After two days, a strike by 880 faculty members at Oakland University (OU) in Rochester, Michigan was called off early Saturday morning, as both the American Association of University Professors (AAUP) and the university administration announced that an agreement had been reached.
A statement from the AAUP said that “the two sides have reached an agreement at the table.” It then announced that “the Bargaining Team is calling an end to the work stoppage effective immediately. Saturday classes will be held as scheduled. Faculty are encouraged to reach out to their students as soon as possible.”
The university administration sent an email through Campus Communications titled “A Joint Message from AAUP and University Negotiator.” It stated: “While this year got off to a rocky start, Oakland University and the faculty are anxious to start afresh and focus on our collective mission.”
Although no details of the tentative agreement were presented to the striking OU faculty members, the AAUP told professors to take down their picket lines and resume classes immediately over the Labor Day weekend.
A statement from the president of the Oakland University local, Karen Miller, said that a summary of the terms of the agreement with the university would be sent to the membership “so that we can have informational meetings.” She added that the agreement “will then be voted on by the membership.”
The fact that the union called off the strike without revealing any information about the content of the new contract is a sure sign that the deal is a capitulation to the demands of the university, and that the AAUP plans on spending the coming days to impose it on the membership.
On Sunday afternoon, the independent student newspaper The Oakland Post published a summary of the provisions of the agreement. A preliminary review of these details shows that the AAUP has accepted a contract that betrays the demands of OU professors for salary increases and the defense of their retirement and health care benefits.
While the original demand of the AAUP was for a minimal 3.5 percent salary increase over the three year agreement—which would mean a considerable decline in real terms, given the present 5 percent annual inflation rate—the tentative agreement allows the university to implement a fixed dollar amount of total salary increases based on merit.
The maximum raise will be 1.25 percent in the first, 1.85 percent in the second and 2 percent in the third year of the agreement. The agreement also includes an insulting $500 bonus payment in the first year.
This means the increases will be capped at a specific dollar amount for the entire faculty, and the distribution of these additional funds will not be based on any objective standard such as years of service or seniority, but on performance evaluations. Some faculty members may receive the maximum allowable increase in salary, while others could receive no increase at all.
Among the other provisions of the tentative contract are an agreement to lower employer contributions to health insurance premiums to 95 percent in the first and second years, and to 90 percent in the third year.
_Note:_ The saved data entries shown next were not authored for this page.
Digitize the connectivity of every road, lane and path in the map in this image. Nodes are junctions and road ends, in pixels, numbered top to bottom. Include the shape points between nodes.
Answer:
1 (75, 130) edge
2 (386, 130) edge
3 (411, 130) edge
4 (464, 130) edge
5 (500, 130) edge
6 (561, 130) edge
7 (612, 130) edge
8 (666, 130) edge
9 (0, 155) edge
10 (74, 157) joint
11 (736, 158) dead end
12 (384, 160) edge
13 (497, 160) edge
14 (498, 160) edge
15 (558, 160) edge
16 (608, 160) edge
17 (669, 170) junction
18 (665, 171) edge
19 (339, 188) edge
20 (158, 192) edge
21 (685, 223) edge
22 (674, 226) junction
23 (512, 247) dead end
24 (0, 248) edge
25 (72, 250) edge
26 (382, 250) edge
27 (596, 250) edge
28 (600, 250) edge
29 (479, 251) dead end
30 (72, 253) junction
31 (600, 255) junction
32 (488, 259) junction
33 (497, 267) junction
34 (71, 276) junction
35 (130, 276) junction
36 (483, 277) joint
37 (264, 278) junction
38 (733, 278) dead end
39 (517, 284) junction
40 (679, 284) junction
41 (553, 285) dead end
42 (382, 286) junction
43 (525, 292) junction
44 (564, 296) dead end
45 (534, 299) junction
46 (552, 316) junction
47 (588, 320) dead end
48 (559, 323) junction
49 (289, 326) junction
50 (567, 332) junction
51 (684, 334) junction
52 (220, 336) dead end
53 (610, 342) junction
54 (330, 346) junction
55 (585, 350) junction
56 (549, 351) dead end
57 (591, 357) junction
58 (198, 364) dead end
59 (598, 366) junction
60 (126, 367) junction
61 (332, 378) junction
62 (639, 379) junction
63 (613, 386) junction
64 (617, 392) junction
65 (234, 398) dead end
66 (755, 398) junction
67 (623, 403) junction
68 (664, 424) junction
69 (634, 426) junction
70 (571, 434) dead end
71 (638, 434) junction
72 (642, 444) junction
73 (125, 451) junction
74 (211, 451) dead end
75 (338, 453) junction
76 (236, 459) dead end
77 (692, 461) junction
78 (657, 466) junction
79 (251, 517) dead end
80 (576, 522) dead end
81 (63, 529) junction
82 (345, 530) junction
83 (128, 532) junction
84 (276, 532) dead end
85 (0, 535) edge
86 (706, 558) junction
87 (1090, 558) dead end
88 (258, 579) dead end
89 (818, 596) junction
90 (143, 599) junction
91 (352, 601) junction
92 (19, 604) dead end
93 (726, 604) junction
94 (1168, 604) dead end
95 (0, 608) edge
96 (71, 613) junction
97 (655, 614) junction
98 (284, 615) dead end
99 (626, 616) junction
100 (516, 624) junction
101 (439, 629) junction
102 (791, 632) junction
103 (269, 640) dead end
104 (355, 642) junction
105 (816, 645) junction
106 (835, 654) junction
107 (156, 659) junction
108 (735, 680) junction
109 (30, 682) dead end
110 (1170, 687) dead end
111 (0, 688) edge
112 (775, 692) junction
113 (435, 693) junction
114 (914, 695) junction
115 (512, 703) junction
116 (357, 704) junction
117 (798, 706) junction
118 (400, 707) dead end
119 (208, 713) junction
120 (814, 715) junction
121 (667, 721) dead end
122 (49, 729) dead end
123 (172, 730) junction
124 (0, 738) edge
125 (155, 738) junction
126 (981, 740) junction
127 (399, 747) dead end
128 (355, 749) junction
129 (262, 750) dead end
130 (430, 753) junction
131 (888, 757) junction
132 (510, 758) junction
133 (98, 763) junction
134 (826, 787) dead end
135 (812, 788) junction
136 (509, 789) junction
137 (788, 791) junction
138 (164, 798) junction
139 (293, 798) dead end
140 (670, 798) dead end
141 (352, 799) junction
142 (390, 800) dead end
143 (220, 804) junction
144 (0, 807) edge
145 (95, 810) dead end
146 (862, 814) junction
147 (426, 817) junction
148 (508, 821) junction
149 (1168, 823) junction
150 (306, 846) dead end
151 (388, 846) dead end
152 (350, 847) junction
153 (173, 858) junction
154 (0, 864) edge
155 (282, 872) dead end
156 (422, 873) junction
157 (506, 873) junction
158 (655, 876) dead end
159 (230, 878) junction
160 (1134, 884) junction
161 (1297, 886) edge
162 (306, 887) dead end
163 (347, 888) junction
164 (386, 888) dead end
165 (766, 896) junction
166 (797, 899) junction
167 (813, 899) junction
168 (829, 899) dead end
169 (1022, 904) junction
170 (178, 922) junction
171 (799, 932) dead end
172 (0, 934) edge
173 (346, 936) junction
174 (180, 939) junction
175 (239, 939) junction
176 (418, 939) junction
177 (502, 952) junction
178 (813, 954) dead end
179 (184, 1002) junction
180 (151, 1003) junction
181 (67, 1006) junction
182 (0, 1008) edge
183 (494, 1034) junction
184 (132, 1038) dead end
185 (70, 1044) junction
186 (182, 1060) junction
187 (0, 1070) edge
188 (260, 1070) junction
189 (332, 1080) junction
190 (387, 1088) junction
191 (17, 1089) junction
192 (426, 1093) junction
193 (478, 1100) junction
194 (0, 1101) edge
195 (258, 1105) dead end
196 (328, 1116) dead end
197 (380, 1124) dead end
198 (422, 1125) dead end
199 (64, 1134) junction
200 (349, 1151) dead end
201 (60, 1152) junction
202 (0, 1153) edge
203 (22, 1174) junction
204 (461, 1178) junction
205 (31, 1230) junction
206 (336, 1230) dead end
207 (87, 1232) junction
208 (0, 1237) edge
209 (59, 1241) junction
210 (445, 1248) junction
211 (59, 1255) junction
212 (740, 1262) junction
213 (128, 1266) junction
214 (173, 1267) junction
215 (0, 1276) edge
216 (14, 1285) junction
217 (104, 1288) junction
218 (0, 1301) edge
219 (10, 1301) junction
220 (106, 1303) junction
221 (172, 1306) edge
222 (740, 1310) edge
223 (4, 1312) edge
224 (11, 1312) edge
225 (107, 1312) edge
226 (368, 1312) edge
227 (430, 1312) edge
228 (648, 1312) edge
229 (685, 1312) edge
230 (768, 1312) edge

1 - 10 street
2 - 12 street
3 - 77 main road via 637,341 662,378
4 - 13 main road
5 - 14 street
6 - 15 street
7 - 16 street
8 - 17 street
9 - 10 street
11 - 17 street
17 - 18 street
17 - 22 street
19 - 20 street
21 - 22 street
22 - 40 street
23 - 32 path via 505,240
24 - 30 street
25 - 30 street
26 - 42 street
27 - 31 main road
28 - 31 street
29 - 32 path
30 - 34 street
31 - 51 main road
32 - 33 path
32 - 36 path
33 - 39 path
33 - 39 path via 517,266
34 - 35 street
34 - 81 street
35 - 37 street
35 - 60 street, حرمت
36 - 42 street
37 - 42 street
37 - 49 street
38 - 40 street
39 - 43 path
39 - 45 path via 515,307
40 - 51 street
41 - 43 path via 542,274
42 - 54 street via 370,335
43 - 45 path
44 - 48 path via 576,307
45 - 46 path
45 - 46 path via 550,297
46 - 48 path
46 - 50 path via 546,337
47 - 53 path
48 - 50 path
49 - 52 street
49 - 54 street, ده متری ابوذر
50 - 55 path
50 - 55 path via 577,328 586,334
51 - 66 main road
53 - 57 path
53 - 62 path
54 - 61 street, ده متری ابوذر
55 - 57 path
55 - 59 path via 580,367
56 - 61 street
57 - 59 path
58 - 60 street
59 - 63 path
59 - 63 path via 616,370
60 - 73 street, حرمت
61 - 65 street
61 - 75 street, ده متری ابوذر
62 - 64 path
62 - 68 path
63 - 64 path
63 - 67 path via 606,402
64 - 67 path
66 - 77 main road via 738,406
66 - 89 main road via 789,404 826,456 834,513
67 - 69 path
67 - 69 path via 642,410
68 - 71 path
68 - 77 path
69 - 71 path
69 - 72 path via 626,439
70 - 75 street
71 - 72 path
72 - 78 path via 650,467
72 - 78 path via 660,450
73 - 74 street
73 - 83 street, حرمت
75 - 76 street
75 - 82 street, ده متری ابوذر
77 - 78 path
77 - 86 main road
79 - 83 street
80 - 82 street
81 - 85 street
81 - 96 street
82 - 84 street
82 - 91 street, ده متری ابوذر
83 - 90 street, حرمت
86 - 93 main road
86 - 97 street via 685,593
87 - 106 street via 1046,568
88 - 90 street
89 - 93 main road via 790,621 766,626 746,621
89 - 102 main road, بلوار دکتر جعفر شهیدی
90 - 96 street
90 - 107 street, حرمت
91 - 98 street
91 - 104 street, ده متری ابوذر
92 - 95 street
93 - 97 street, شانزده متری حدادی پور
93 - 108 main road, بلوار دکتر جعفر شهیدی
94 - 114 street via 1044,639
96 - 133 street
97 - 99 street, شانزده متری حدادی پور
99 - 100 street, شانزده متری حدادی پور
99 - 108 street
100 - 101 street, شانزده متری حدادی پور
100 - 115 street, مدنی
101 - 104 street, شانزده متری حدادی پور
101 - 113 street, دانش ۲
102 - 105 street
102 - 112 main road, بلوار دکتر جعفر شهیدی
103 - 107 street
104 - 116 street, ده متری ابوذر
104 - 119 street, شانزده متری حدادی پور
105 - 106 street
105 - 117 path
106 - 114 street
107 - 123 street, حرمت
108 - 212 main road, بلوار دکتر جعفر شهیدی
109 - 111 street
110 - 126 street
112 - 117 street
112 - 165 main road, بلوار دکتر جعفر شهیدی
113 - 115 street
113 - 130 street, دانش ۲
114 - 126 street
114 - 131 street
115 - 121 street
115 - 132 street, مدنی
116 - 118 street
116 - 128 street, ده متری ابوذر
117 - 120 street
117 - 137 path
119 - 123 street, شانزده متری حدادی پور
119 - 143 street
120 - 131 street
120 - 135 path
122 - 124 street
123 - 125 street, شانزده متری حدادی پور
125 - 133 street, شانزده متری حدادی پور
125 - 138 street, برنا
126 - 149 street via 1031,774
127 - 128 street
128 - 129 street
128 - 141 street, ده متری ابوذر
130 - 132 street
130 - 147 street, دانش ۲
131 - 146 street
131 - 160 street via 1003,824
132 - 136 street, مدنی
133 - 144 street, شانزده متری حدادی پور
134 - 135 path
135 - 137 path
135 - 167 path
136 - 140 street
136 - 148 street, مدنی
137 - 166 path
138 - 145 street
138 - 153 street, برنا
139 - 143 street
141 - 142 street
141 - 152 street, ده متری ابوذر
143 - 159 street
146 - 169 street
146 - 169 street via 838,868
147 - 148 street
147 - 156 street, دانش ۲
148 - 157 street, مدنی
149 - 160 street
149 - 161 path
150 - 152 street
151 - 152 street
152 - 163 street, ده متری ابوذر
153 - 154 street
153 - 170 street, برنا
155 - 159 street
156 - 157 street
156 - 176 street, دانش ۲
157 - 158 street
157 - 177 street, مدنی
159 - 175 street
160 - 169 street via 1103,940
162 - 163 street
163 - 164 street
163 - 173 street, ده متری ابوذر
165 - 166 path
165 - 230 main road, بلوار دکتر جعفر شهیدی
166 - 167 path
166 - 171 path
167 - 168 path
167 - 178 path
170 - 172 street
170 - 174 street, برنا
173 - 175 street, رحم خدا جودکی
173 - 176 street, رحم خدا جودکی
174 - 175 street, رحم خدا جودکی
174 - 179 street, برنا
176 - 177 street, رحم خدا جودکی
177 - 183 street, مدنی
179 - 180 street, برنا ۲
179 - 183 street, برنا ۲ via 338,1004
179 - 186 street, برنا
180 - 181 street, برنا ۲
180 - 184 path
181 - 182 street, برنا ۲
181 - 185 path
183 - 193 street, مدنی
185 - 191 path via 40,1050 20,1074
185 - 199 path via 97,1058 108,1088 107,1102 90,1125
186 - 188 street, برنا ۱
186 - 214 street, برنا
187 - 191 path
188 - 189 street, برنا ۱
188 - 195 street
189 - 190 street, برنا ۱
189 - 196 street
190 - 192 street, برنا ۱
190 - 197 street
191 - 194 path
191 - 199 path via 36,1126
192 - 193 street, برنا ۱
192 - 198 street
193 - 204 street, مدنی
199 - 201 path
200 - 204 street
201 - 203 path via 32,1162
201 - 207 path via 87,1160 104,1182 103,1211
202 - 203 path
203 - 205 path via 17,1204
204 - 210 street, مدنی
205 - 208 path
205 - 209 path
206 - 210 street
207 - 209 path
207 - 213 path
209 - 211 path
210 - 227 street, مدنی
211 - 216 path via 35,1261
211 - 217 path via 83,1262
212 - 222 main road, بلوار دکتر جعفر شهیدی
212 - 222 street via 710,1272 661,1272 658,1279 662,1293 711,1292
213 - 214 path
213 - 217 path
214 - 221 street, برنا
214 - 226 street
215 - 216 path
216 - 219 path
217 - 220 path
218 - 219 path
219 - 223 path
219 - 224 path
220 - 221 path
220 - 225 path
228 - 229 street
Meanwhile, the AAUP is allowing the university to reduce employer contributions to the retirement fund for all faculty hired after September 1, 2021 to 11 percent.
The OU faculty walked out on September 2, the first day of scheduled classes for the Fall 2021 semester, when the previous three year agreement with the university expired. The AAUP had extended the contract for one year due to the shutdowns and dislocation during the first year of the coronavirus pandemic.
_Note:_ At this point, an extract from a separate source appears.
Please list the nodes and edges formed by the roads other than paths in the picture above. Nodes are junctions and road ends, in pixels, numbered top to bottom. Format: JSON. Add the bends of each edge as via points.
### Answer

After the union bargaining committee advanced the mildest of economic demands during negotiations, the university administration adopted a hostile stance and said there would be no salary increases and insisted on cuts to retirement and health care benefits. This was after the university had increased tuition by 4.2 percent for the 2021-22 academic year and received nearly $14 million in federal coronavirus emergency funding.
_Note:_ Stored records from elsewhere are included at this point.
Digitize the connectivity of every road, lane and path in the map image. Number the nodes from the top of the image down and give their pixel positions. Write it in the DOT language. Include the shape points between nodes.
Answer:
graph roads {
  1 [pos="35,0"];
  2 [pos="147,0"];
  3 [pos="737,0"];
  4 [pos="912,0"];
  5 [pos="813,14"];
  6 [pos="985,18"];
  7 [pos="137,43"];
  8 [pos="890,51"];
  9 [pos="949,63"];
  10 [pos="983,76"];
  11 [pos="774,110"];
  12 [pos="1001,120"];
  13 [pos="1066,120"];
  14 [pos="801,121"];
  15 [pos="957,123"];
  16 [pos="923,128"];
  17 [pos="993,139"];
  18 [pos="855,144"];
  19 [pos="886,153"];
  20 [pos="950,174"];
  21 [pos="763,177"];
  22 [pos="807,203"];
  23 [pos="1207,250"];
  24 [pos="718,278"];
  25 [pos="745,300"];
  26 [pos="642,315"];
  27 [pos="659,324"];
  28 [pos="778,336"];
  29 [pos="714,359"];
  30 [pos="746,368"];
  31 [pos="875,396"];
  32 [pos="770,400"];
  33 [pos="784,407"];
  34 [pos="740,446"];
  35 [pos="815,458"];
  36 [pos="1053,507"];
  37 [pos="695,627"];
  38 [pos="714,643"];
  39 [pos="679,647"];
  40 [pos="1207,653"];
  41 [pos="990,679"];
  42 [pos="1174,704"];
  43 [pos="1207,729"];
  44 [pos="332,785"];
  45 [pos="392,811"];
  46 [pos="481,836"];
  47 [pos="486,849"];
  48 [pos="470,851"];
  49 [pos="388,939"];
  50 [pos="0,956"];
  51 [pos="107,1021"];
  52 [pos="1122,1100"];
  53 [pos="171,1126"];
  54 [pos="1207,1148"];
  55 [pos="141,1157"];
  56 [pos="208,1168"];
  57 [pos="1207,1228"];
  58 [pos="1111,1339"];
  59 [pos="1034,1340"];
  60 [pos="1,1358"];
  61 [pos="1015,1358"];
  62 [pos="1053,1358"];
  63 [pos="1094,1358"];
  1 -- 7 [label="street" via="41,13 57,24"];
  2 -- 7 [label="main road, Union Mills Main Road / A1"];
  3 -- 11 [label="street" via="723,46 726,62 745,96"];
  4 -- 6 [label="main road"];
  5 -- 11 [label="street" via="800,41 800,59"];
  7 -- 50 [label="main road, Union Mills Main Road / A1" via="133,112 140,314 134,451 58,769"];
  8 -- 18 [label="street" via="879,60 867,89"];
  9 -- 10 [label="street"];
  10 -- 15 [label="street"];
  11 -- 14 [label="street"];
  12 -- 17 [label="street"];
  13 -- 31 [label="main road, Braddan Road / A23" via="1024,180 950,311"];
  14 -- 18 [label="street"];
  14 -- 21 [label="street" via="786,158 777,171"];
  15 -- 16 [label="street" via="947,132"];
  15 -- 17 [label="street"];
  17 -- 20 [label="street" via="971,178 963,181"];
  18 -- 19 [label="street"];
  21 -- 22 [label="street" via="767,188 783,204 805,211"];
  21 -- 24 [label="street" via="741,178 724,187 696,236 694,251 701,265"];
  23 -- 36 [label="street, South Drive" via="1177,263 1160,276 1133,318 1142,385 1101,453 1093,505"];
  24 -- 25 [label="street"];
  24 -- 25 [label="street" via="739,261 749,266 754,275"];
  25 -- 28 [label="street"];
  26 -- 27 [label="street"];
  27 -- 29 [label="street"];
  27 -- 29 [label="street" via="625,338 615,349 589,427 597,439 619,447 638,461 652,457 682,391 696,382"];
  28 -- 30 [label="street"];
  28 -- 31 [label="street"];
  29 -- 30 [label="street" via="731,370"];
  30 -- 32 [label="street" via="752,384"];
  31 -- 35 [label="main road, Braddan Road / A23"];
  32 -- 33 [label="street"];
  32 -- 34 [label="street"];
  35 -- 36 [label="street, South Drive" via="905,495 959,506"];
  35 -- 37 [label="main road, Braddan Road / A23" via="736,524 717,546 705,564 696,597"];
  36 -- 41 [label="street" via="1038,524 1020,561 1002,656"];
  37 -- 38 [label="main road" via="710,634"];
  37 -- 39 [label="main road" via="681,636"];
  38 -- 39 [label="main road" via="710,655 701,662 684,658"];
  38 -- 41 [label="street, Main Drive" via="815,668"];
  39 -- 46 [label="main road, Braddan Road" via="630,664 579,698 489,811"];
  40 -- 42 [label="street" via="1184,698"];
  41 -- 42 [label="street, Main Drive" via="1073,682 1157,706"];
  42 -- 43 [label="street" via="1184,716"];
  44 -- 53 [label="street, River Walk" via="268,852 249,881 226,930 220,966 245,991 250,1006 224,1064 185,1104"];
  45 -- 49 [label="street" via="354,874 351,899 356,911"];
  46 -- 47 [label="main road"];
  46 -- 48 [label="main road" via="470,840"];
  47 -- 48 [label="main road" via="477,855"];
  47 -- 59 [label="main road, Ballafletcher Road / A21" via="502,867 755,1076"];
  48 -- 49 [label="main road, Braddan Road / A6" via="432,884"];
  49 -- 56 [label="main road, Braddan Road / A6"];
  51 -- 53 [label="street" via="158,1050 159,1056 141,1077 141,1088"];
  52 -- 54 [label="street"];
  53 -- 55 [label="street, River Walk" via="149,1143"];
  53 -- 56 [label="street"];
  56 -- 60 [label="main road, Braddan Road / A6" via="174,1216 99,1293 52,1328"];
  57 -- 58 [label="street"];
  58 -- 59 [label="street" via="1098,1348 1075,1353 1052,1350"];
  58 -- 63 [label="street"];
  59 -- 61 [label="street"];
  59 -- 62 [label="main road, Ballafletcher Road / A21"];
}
An indication of the sentiments of the OU faculty and the university community to the terms of the new agreement was given by one reader of the Oakland Post, who commented: “The terms of the new contract and circumstances leading to it—many weeks of negotiations and a strike—indicate that the Board of ‘Mistrustees,’ President Pescovitz and her clique are no allies of public good, Oakland University, or faculty, staff, and students. The value of the words about their appreciation of our faculty and commitment to student success is now known, and the value is 0 (zero).”
It is well known on campus that the university executives and top administrators make four to five times the salary of faculty members, and Oakland University President Ora Hirsch Pescovitz, who receives $483,171 annually, makes as much as eight times that of faculty members. There is enormous support for the faculty as well as anger toward the university administration on the part of the students and staff.
Dozens of letters were submitted to the Oakland Post from students, faculty members and retirees supporting the struggle of the faculty members against the university administration and its aggressive attacks on the income, benefits and rights of professors and teachers.
The Oakland University faculty should reject the sellout deal that has been presented by the AAUP. The reactionary merit-based compensation system and the other concessions on benefits must not be accepted. The opposition of OU faculty, students and staff against these policies must be united with those of the other public universities and colleges in Michigan and throughout the US, where higher education employees are facing similar attacks.
Faculty members at OU should organize an independent rank-and-file committee to coordinate the opposition to the sellout agreement and take the fight against the university administration into their own hands. The struggle for improved and equal compensation across the entire faculty and for improved retirement and health care benefits cannot be left to those who accept the lying arguments of the university administration that there is no money available to fund them.